** What this task involves **
Copy the lines below verbatim. Begin with the first and end with the line containing "Dump the readable content of this picture".

** Data under study **

____________

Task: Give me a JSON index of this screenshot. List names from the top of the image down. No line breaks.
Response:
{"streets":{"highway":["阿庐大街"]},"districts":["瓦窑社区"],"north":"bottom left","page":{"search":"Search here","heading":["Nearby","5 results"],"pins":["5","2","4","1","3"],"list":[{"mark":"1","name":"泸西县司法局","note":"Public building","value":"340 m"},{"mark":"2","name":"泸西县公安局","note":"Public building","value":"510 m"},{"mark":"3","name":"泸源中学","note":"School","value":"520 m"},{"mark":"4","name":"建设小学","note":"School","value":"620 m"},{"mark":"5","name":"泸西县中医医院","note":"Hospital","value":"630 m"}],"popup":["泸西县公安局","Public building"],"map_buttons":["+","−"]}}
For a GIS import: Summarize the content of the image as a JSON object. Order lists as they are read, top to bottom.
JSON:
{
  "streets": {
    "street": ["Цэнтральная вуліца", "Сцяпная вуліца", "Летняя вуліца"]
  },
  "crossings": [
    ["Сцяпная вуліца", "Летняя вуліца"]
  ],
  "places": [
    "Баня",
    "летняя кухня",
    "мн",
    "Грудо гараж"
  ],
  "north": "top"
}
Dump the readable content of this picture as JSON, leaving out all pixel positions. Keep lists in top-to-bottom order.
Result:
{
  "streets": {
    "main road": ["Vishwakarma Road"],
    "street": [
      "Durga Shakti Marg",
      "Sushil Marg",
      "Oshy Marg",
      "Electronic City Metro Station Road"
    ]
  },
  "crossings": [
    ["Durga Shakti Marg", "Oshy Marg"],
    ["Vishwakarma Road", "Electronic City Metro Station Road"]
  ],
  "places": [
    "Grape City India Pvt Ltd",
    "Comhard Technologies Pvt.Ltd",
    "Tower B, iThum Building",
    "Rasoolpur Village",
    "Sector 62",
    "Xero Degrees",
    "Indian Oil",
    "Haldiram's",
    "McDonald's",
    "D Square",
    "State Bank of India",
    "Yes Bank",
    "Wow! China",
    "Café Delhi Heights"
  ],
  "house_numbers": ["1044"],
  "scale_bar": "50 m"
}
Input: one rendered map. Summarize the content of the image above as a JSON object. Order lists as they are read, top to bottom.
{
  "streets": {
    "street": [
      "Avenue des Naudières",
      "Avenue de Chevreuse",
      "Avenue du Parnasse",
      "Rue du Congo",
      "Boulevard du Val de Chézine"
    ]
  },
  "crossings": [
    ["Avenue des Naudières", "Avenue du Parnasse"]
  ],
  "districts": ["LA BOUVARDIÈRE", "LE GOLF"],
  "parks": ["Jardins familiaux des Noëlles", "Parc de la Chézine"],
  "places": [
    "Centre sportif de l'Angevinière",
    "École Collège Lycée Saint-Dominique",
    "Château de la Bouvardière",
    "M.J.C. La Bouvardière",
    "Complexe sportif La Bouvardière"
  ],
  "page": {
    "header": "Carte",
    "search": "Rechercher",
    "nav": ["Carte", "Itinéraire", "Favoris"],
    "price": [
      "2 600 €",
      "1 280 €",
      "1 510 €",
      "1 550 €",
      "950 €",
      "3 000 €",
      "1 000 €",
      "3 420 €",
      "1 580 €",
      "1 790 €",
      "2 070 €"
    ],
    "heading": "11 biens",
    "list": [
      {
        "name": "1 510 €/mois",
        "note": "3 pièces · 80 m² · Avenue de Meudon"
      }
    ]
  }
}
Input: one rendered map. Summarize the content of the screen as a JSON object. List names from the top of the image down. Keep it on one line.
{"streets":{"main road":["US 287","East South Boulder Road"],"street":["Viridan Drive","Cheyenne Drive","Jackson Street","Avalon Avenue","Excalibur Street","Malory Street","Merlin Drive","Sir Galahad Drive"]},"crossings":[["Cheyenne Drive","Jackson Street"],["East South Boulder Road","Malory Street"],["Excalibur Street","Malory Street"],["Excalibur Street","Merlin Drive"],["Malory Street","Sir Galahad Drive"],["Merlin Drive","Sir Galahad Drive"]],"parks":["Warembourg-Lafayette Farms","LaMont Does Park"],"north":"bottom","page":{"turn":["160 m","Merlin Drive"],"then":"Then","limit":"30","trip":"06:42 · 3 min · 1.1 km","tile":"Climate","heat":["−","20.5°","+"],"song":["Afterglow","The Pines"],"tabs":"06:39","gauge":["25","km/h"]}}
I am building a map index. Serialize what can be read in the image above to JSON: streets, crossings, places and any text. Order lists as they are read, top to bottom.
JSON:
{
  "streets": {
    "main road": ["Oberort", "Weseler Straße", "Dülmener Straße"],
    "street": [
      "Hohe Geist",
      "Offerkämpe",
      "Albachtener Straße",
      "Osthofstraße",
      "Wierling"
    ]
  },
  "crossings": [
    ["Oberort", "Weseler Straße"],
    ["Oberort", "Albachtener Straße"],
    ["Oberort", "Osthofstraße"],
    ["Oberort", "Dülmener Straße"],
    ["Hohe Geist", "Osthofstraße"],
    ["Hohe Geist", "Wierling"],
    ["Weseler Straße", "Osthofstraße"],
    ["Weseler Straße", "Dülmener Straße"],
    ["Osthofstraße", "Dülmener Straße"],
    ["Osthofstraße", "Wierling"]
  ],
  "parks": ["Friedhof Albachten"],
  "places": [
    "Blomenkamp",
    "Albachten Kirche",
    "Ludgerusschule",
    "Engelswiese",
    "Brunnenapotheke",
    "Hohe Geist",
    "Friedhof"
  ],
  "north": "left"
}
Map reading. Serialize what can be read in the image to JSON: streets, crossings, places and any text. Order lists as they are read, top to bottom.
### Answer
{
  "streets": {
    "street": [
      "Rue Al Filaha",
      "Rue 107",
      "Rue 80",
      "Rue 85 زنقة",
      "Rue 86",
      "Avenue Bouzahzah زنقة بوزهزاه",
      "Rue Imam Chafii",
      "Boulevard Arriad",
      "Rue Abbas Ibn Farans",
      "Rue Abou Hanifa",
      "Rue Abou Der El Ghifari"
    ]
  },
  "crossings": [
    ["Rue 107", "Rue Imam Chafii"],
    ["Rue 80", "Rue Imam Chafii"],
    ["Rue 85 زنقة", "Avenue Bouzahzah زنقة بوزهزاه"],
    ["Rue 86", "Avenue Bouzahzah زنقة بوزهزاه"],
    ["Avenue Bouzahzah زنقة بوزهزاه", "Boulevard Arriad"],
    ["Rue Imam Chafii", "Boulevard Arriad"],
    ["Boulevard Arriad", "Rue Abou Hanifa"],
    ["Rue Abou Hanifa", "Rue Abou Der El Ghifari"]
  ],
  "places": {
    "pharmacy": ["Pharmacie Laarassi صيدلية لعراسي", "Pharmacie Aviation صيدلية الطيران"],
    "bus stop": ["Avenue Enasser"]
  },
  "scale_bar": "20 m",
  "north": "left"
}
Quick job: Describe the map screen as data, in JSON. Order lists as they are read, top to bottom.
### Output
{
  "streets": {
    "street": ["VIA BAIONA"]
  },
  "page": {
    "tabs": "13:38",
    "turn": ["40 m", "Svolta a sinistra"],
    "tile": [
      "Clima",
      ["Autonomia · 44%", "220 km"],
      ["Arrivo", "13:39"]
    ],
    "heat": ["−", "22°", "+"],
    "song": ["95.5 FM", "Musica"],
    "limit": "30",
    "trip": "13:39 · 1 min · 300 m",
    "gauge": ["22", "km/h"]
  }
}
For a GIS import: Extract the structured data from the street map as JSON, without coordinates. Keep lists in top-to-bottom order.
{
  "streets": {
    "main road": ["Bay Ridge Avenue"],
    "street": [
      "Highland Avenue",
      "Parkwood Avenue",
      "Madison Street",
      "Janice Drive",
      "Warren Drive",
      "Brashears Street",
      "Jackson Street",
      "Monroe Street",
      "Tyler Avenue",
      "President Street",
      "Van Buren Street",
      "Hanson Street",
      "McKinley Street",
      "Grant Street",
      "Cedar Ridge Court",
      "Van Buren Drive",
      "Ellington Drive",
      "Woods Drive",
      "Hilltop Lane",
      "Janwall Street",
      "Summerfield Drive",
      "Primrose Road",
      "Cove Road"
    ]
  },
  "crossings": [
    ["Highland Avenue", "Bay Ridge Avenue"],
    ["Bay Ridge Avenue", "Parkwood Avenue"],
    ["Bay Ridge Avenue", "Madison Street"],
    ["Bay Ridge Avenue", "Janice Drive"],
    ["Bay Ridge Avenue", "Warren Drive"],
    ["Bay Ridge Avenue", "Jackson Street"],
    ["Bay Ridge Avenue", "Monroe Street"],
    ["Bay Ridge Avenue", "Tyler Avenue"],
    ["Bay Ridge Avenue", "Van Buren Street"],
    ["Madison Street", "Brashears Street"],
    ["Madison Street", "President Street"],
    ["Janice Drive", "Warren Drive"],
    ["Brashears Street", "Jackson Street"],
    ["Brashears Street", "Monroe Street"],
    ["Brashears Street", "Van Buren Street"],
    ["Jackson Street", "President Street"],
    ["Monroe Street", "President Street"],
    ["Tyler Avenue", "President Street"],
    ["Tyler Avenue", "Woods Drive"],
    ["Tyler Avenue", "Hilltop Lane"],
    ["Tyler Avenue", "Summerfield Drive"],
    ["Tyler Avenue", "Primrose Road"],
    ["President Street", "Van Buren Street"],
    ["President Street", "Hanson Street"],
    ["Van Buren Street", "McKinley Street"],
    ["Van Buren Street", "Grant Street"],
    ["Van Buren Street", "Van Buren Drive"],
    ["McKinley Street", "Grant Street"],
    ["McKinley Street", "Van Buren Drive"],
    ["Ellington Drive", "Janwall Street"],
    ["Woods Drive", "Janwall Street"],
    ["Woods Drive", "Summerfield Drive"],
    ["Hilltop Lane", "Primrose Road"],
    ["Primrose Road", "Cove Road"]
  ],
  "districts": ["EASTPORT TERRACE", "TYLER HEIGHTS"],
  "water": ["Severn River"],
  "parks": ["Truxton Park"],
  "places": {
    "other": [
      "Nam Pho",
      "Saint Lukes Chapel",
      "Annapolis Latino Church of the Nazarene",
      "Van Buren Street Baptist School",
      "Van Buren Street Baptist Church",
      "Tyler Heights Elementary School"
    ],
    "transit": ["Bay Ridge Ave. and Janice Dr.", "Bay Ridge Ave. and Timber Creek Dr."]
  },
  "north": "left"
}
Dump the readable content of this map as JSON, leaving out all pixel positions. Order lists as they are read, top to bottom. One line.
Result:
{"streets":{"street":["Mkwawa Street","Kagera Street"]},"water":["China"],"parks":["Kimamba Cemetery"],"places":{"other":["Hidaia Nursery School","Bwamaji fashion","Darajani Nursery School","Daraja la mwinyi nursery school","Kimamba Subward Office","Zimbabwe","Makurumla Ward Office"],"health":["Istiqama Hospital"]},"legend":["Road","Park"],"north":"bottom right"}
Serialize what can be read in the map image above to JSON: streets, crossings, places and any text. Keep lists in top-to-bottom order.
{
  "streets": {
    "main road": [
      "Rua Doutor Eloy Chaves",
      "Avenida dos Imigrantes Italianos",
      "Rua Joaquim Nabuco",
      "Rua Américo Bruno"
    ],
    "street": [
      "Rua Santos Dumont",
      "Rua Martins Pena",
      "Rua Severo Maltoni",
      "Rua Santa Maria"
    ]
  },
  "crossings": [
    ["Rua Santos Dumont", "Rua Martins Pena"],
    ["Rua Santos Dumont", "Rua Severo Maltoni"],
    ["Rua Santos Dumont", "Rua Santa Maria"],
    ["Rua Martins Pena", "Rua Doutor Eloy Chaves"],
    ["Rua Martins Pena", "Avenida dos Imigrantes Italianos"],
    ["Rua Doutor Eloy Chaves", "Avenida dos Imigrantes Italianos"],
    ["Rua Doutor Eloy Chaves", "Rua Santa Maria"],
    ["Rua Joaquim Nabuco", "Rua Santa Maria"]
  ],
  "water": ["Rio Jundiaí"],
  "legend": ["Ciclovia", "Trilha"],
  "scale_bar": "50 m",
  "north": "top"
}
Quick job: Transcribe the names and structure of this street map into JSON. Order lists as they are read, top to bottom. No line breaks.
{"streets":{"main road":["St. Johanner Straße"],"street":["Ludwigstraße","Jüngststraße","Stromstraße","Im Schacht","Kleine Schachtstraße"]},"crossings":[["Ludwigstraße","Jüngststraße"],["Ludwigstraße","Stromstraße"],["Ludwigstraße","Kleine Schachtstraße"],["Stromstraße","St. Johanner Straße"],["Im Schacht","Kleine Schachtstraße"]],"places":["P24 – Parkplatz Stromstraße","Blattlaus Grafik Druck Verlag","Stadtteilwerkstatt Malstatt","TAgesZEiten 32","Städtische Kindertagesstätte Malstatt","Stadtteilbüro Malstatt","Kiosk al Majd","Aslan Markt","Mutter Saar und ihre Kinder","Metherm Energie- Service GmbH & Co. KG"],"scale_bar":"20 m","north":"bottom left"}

____________

** Solution below **
Task: Give me a JSON index of this screenshot. List names from the top of the image down. No line breaks.
Response:
{"streets":{"highway":["阿庐大街"]},"districts":["瓦窑社区"],"north":"bottom left","page":{"search":"Search here","heading":["Nearby","5 results"],"pins":["5","2","4","1","3"],"list":[{"mark":"1","name":"泸西县司法局","note":"Public building","value":"340 m"},{"mark":"2","name":"泸西县公安局","note":"Public building","value":"510 m"},{"mark":"3","name":"泸源中学","note":"School","value":"520 m"},{"mark":"4","name":"建设小学","note":"School","value":"620 m"},{"mark":"5","name":"泸西县中医医院","note":"Hospital","value":"630 m"}],"popup":["泸西县公安局","Public building"],"map_buttons":["+","−"]}}
For a GIS import: Summarize the content of the image as a JSON object. Order lists as they are read, top to bottom.
JSON:
{
  "streets": {
    "street": ["Цэнтральная вуліца", "Сцяпная вуліца", "Летняя вуліца"]
  },
  "crossings": [
    ["Сцяпная вуліца", "Летняя вуліца"]
  ],
  "places": [
    "Баня",
    "летняя кухня",
    "мн",
    "Грудо гараж"
  ],
  "north": "top"
}
Dump the readable content of this picture as JSON, leaving out all pixel positions. Keep lists in top-to-bottom order.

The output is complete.